1. It directly addresses the injustices suffered in Maryland where traditionally white institutions, like the University of Baltimore, benefit while Maryland HBCUs, like Coppin State University, are ignored.
2. Coppin has an outdoor field, fitness center and gymnasium as well as a large unused space on Warwick Avenue spanning from Presbury Street to Baker Street. The University of Baltimore has none of this.
3. Coppin already has ample parking spaces to accommodate these police academy students.
4. If Coppin hosted the academy, it would positively address and enhance police-community relations. Ignoring the chance to strengthen such relations is negligent at least.
5. Classes could assuredly be staggered through the Health and Human Services Building, which presently houses the Bishop L. Robinson Justice Institute, along with the brand new Science and Technology Center.
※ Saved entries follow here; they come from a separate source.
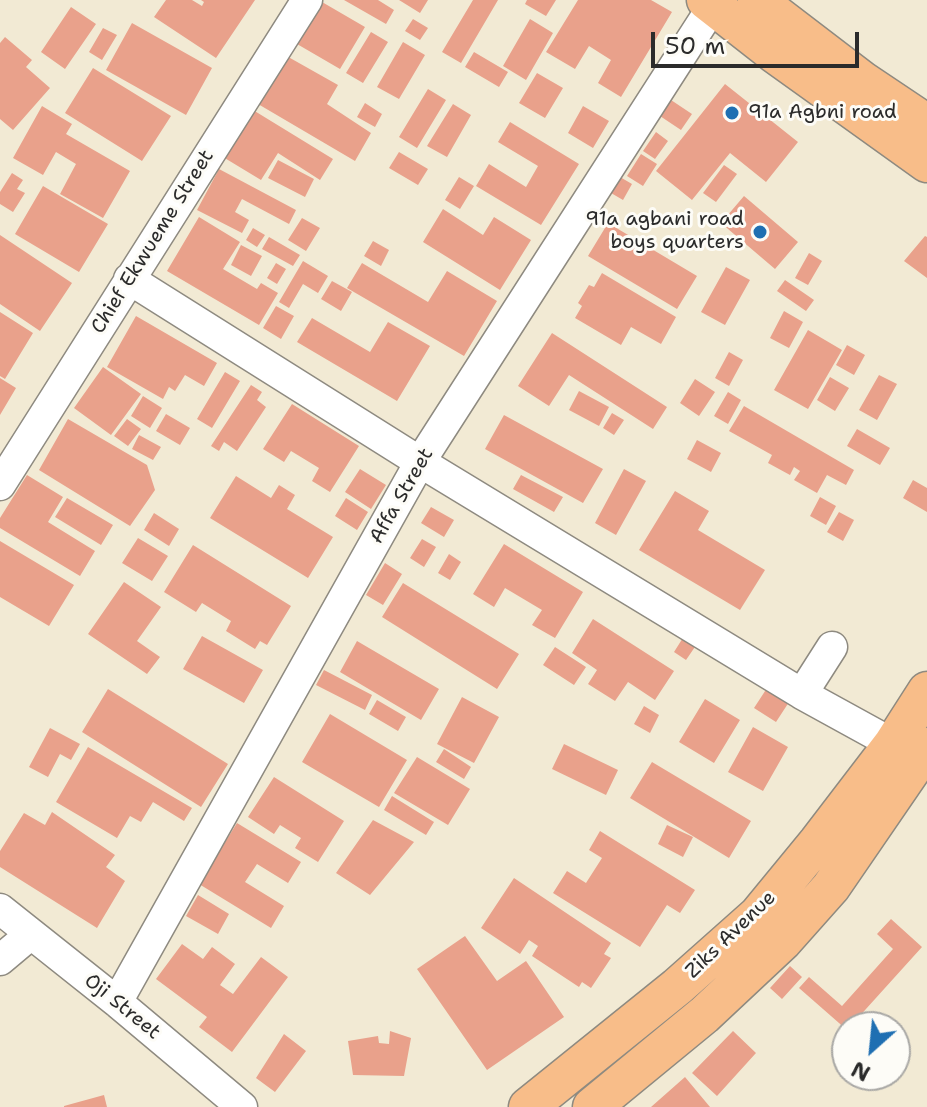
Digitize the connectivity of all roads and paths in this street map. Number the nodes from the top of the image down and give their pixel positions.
1 (307, 0) edge
2 (757, 0) edge
3 (709, 3) edge
4 (927, 124) edge
5 (927, 163) edge
6 (129, 279) junction
7 (420, 462) junction
8 (0, 485) edge
9 (832, 647) dead end
10 (927, 691) edge
11 (802, 694) junction
12 (910, 746) edge
13 (0, 909) edge
14 (31, 934) junction
15 (0, 960) edge
16 (117, 1002) junction
17 (242, 1107) edge
18 (528, 1107) edge
19 (592, 1107) edge

1 - 6 street, Chief Ekwueme Street
2 - 4 main road
3 - 5 main road
3 - 7 street, Affa Street
6 - 7 street
6 - 8 street, Chief Ekwueme Street
7 - 11 street
7 - 16 street, Affa Street
9 - 11 street
10 - 12 main road, Ziks Avenue
11 - 12 street
12 - 18 main road, Ziks Avenue
12 - 19 main road, Ziks Avenue
13 - 14 street, Oji Street
14 - 15 street
14 - 16 street, Oji Street
16 - 17 street, Oji Street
6. Coppin State University is the western anchor area of West North Avenue, clearly reflected with the street banners from Fulton Avenue to Warwick Avenue, which also happens to be one of the areas hardest hit during the Freddie Gray riots of 2015.
7. This area houses Coppin State University, Baltimore City Community College, Frederick Douglass Senior High School, George Washington Carver Vocational Technical Senior High School and Robert W. Coleman and Matthew A. Henson Elementary Schools, just to name six educational facilities that would positively influence those in attendance.
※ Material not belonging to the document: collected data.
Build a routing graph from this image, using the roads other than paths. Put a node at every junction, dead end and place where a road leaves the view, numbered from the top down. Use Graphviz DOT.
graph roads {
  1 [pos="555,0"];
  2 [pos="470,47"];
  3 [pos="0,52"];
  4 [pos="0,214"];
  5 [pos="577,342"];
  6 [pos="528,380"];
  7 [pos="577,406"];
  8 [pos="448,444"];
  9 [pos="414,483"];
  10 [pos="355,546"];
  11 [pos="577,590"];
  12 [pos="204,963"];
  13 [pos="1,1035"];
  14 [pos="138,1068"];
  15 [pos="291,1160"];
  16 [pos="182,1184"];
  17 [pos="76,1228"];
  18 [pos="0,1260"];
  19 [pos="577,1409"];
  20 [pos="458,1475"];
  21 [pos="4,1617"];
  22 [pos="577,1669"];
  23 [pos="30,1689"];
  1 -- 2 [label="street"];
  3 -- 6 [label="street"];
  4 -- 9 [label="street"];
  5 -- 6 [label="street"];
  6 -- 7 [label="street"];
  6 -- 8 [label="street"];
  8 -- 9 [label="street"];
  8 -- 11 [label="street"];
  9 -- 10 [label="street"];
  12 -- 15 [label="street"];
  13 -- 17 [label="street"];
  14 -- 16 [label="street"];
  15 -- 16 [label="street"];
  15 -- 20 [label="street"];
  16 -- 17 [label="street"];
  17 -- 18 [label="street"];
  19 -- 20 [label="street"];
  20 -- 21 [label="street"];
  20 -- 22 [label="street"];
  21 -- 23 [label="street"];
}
8. The Greater Mondawmin Area houses both the Mondawmin Shopping Center, and the MTA subway and bus connections are within walking distance.
9. Is this not, to some major degree, what the present Maryland HBCU lawsuit is all about — injustices sanctioned by the Maryland Higher Education Commission. The city of Baltimore, considering that it has two HBCUs, Coppin and Morgan State University, should not and must not be a part of supporting and continuing this injustice.
Let’s call for Baltimore Comptroller Joan Pratt, a member of the Baltimore Board of Estimates, to offer a motion for reconsideration at next week’s board meeting and implore the mayor and his votes to do the right thing. Council President Brandon Scott is already on board.
Dr. Marvin L. ‘Doc’ Cheatham, Sr.
The writer is a civil rights and election law consultant, president of the Matthew A. Henson Neighborhood Association and CEO of the Matthew Henson Community Development Corporation.